Characterization and representative structures of N-oligosaccharides bound to apolipoprotein H

We studied the structure of N-linked carbohydrates bound to apolipoprotein H by a combination of two methods which make use of lectins. Digoxigenin-labelled lectins are used for the structural characterization of carbohydrate chains of glycoproteins. Concanavalin A lectin affinity chromatography was used to analyse apolipoprotein H according to the characteristics of its carbohydrate chain inner to sialic acid residues. Our results from digoxigenin-labelled lectins analysis showed that apolipoprotein H gave positive bands to SNA, DSA, GNA, PNA and AAA lectins.
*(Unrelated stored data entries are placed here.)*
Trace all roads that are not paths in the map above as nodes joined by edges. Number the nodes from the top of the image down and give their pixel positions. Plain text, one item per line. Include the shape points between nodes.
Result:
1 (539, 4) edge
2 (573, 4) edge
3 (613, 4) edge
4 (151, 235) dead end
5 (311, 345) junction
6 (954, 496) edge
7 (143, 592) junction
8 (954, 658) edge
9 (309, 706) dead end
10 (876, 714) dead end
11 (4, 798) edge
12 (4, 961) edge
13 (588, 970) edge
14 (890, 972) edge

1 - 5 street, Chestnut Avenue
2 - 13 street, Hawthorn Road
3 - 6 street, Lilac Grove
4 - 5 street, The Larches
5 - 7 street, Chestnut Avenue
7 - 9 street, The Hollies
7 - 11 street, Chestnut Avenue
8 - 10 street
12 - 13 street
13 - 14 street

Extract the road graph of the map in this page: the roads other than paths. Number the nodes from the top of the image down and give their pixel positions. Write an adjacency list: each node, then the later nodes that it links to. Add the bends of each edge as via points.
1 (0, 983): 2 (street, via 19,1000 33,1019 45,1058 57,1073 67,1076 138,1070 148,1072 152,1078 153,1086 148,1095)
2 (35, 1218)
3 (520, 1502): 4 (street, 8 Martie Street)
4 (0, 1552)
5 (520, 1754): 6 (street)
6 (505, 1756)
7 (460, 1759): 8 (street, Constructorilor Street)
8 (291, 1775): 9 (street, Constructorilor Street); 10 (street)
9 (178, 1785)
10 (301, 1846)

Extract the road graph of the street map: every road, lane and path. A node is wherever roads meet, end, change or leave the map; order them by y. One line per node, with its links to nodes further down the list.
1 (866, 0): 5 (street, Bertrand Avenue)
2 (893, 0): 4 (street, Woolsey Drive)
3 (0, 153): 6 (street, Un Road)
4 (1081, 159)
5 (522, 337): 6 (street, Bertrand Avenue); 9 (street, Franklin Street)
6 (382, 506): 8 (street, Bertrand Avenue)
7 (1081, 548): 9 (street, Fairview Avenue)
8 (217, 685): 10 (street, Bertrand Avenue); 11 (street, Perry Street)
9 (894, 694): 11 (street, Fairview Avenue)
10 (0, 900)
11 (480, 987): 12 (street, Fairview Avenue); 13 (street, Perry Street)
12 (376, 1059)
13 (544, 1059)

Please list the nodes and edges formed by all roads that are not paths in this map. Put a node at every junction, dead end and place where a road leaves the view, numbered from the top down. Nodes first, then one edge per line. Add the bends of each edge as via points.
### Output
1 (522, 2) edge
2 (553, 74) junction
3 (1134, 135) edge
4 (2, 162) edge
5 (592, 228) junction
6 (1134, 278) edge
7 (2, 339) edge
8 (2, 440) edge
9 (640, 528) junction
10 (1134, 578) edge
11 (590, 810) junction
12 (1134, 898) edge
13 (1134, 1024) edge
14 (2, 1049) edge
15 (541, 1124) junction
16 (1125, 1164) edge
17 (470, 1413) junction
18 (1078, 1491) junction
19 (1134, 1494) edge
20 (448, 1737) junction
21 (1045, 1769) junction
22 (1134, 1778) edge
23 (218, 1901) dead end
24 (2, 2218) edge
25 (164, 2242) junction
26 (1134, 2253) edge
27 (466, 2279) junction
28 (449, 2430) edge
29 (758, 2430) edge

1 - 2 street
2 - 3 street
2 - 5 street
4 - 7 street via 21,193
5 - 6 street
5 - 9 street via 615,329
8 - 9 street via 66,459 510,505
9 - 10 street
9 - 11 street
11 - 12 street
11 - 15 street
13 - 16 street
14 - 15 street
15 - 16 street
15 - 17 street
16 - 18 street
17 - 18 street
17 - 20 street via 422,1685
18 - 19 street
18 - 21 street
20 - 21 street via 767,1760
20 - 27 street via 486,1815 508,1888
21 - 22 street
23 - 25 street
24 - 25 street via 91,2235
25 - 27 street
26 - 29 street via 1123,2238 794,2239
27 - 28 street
Apolipoprotein H gave a negative band when reacted with MAA lectin. When we applied apolipoprotein H onto the Concanavalin A lectin column no detectable amounts of protein were eluted with Concanavalin A buffer. After adding a buffer with low sugar concentration (10 mM glucoside) a large amount of apolipoprotein H was recovered. These molecules of apolipoprotein H weakly bound to the lectin. When a higher sugar concentration (500 mM mannoside) was added most of the sample applied was eluted. These molecules of apolipoprotein H firmly bound to the column having high affinity for the lectin. These results combined with those coming from the digoxigen-labeled lectins method enable us to understand the inner structure of carbohydrate chains with their outer branches. Molecules of apolipoprotein H which weakly bind to Concanavalin A could bear complex N-glycans organized in biantennary or truncated hybrid structures. Firmly bound apolipoprotein H referred to molecules rich in N-glycan hybrid structures. They have an outer branch belonging to the high mannose carbohydrate chains which explain the ability to bind to the column and an other main branch bearing the sequence galactose β-(1-4)-N-acetylglucosamine β-(1-2) mannose. Galactose could be the terminal sugar or, alternatively, be masked with sialic acid α-(2-6) terminally linked.